Please refer to the documentation
<https://icefall.readthedocs.io/en/latest/recipes/librispeech/conformer_ctc.html#deployment-with-c>
for how to do this.

We also provide a Colab notebook, showing you how to run a torch scripted model in [k2][k2] with C++.
Please see: [![Open In Colab](https://colab.research.google.com/assets/colab-badge.svg)](https://colab.research.google.com/drive/1BIGLWzS36isskMXHKcqC9ysN6pspYXs_?usp=sharing)

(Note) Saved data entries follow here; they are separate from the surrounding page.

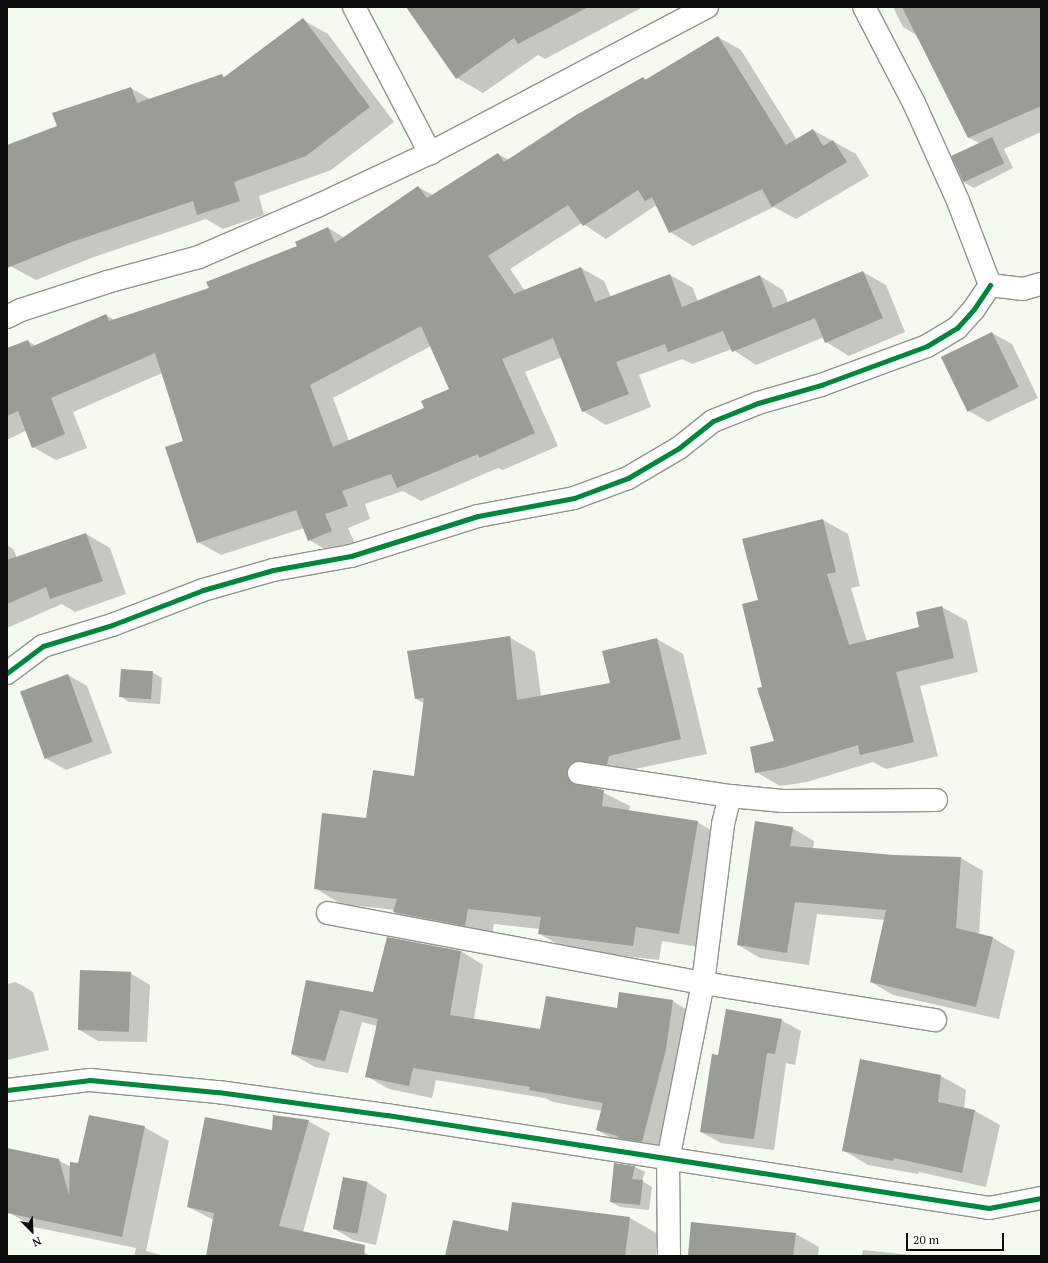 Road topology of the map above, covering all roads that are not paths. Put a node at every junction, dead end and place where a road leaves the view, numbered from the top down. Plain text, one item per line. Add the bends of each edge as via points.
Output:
1 (354, 7) edge
2 (706, 7) edge
3 (864, 7) edge
4 (430, 153) junction
5 (1041, 284) edge
6 (990, 285) junction
7 (7, 317) edge
8 (7, 673) edge
9 (579, 773) dead end
10 (730, 796) junction
11 (936, 800) dead end
12 (328, 913) dead end
13 (703, 983) junction
14 (935, 1020) dead end
15 (7, 1090) edge
16 (668, 1160) junction
17 (1041, 1198) edge
18 (669, 1256) edge

1 - 4 street
2 - 4 street
3 - 6 street via 914,103 955,194
4 - 7 street via 200,257 107,282
5 - 6 street via 1023,289
6 - 8 street via 957,328 927,346 821,385 758,403 713,421 679,448 628,478 574,498 478,516 351,556 273,570 203,590 112,625 43,646
9 - 10 street
10 - 11 street via 783,800
10 - 13 street
12 - 13 street
13 - 14 street
13 - 16 street
15 - 16 street via 90,1080 218,1092 387,1115
16 - 17 street via 989,1208
16 - 18 street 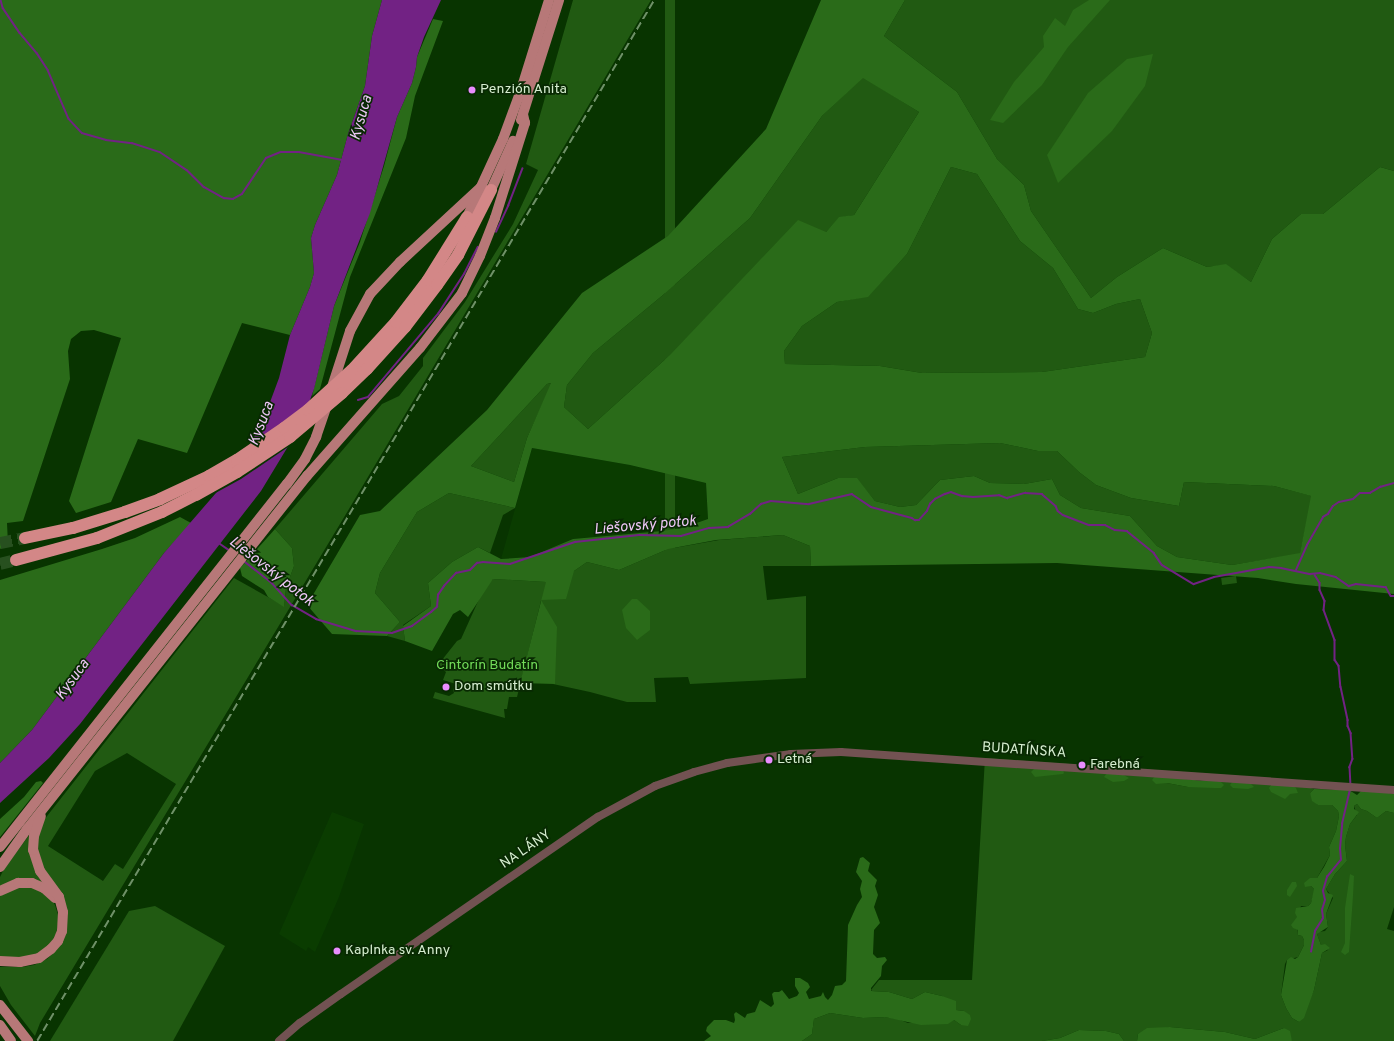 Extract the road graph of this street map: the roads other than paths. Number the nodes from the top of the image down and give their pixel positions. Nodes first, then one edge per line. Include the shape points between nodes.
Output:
1 (549, 0) edge
2 (559, 0) edge
3 (523, 114) junction
4 (487, 188) junction
5 (467, 217) joint
6 (25, 538) tunnel mouth
7 (237, 555) junction
8 (16, 560) tunnel mouth
9 (819, 752) joint
10 (1394, 790) edge
11 (43, 808) junction
12 (0, 847) edge
13 (0, 867) edge
14 (0, 891) edge
15 (61, 907) junction
16 (0, 961) edge
17 (0, 1005) edge
18 (0, 1025) edge
19 (0, 1032) edge
20 (25, 1038) edge
21 (10, 1041) edge
22 (279, 1041) edge

1 - 4 main road
2 - 3 main road
3 - 4 main road
3 - 7 main road via 525,123 495,218 462,293 420,348
4 - 5 main road
4 - 7 main road via 383,279 366,301 342,351 322,421 305,459
4 - 8 highway, bridge via 458,255 405,327 342,393 290,437 181,504 97,538
5 - 6 highway, bridge via 428,280 396,322 352,370 284,428 209,476 136,508 93,522
7 - 11 main road
7 - 12 main road
9 - 10 street, BUDATÍNSKA
9 - 22 street, NA LÁNY via 768,756 727,763 683,775 639,794 590,822 461,910 321,1008
11 - 13 main road
11 - 15 main road via 32,843 34,857 40,871 56,892
14 - 15 main road via 18,883 32,883 50,892
15 - 16 main road via 62,931 58,941 47,953 31,961
17 - 20 main road
18 - 21 main road
19 - 21 main road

[LibriSpeech_tdnn_lstm_ctc]: egs/librispeech/ASR/tdnn_lstm_ctc
[LibriSpeech_conformer_ctc]: egs/librispeech/ASR/conformer_ctc
[LibriSpeech_transducer]: egs/librispeech/ASR/transducer
[LibriSpeech_transducer_stateless]: egs/librispeech/ASR/transducer_stateless
[Aishell_tdnn_lstm_ctc]: egs/aishell/ASR/tdnn_lstm_ctc
[Aishell_conformer_ctc]: egs/aishell/ASR/conformer_ctc
[TIMIT_tdnn_lstm_ctc]: egs/timit/ASR/tdnn_lstm_ctc
[TIMIT_tdnn_ligru_ctc]: egs/timit/ASR/tdnn_ligru_ctc
[yesno]: egs/yesno/ASR
[librispeech]: egs/librispeech/ASR
[aishell]: egs/aishell/ASR
[timit]: egs/timit/ASR
[k2]: https://github.com/k2-fsa/k2

## Multi-GPU training server configurations

If compiled with compatible versions of CUDA, CUDNN and NCCL libraries, the ICEFALL reference training recipes can operate across pools of GPUs by splitting and balancing the training load among multiple GPU devices. The environment variable CUDA_VISIBLE_DEVICES defines a list of the local GPUs accessible from within the given environment. Device identification in the list assigned to CUDA_VISIBLE_DEVICES follows their indexes in "cuda/samples/1_Utilities/deviceQuery/deviceQuery" utility (e.g. 'export CUDA_VISIBLE_DEVICES="0,2,3"').

It was observed that enabling hardware virtualization (BIOS settings) may lead to a situation when the GPU devices stall without progress but referred as 100% utilized by the 'nvidia-smi' utility. A software-only remedy (one that doesn't require hardware reconfiguration, or restart) is possible through setting the environment variable 'NCCL_P2P_DISABLE=1'. Alternatively, in order to achieve higher memory transfer throughput rates, one can disable BIOS virtualization options like "Virtualization Technology" and/or "VT-d".